Nawrahta Minye (နော်ရထာ မင်းရဲ, /my/; also Anawrahta II of Sagaing) was king of Sagaing for seven months in 1349. He reversed his predecessor Kyaswa's policy of peace with Sagaing's cross-river rival Pinya although no war broke out. He was succeeded by his younger brother Tarabya II.

==Brief==
Minye was the third child of Queen Saw Hnaung and King Saw Yun of Sagaing. He was a grandson of kings Thihathu of Pinya and Kyawswa of Pagan. His father died about three months after his birth. Because the elder brother Kyaswa was not yet four, their half-uncle Tarabya I succeeded the throne, and raised Saw Hnaung as his chief queen. Minye grew up at the Sagaing Palace until he was about nine. In 1335/36, he and his three full siblings had to flee to Mindon, deep inside Pinya's territory after their half-cousin Shwetaungtet seized the throne. The siblings spent the next three years in exile with the help of their mother and her ally Chief Minister Nanda Pakyan until their cover was blown and brought back to Sagaing in 1339. But after a palace battle between loyalists of Shwetaungtet and Tarabya I killed both Shwetaungtet and Tarabya, Kyaswa was placed on the throne by Nanda Pakyan.

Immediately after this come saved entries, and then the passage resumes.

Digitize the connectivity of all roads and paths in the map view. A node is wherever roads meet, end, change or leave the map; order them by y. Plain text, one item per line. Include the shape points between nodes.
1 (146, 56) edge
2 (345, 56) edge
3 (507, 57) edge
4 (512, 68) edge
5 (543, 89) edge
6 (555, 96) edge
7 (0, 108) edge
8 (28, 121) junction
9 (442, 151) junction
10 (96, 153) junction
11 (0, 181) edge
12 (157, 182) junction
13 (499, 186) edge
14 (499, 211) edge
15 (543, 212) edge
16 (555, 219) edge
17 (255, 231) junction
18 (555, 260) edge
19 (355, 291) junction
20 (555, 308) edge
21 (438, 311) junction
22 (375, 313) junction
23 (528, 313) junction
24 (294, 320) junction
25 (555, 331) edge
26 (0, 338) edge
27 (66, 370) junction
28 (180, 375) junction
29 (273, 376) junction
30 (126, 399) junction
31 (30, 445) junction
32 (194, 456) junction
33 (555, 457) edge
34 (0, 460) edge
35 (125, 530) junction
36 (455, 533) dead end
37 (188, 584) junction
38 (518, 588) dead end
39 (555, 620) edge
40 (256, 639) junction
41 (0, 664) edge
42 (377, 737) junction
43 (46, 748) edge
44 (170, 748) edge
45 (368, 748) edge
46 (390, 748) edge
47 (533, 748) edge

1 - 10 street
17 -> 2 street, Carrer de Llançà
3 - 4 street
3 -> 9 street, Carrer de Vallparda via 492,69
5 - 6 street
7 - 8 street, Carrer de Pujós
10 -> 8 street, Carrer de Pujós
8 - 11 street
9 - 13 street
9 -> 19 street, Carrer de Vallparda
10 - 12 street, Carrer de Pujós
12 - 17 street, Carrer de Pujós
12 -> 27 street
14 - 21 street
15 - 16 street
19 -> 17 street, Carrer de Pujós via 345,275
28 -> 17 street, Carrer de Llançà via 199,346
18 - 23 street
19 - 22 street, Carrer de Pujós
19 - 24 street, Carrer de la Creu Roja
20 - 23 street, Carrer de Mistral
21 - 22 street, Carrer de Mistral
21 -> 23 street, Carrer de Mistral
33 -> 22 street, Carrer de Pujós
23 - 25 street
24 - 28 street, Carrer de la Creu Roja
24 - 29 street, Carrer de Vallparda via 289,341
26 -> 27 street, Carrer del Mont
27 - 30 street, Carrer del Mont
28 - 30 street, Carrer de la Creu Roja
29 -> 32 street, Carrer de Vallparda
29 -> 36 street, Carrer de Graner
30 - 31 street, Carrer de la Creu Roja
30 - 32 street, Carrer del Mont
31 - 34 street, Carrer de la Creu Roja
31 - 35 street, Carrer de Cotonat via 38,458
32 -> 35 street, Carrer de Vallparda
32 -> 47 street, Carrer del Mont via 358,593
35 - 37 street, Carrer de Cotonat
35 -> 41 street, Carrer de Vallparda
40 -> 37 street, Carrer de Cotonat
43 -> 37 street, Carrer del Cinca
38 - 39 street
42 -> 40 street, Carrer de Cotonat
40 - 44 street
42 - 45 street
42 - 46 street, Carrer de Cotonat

Kyaswa reigned for the next nine plus years. Minye likely played no more than a nominal role in his brother's administration since Nanda Pakyan actually ran the country. However, he was thrust into the center stage in 1349 when Kyaswa died without leaving a male heir. Minye became king with the reign name of Anawrahta. He apparently found a white elephant, considered a propitious symbol, during his reign, and proclaimed himself Hsinbyushin ("Lord of the White Elephant").

His reign lasted just over seven months. He may have reversed Kyaswa's policy of peace with Sagaing's cross-river rival Pinya. He gave sanctuary to Gov. Nawrahta of Pinle who was fleeing from his elder brother King Kyawswa I of Pinya. But no war broke out. Minye died shortly after 8 November 1349. He left no male heirs, and was succeeded by his younger brother Tarabya II.

==Chronicle reporting differences==
The royal chronicles do not agree on his birth, death and reign dates.

Source: Birth–Death; Day of birth; Age; Reign; Length of reign; Reference
Zatadawbon Yazawin: 5 November 1326 – 1352; Tuesday; 25 (26th year); 1344–1352; 8 years
Maha Yazawin: c. 1327–1352/53; Wednesday; 1344/45–1352/53
Yazawin Thit: c. 1320–1349/50; 29 (30th year); 1349–1349/50; 7 months
Hmannan Yazawin
Inscriptions: – after 8 November 1349; after 16 April 1349 – after 8 November 1349

==Bibliography==
- Royal Historians of Burma (1960). "Zatadawbon Yazawin"
- Kala, U (2006). "Maha Yazawin"
- Maha Sithu (2012). "Yazawin Thit"
- Royal Historical Commission of Burma (2003). "Hmannan Yazawin"
- Than Tun (1959). "History of Burma: A.D. 1300–1400"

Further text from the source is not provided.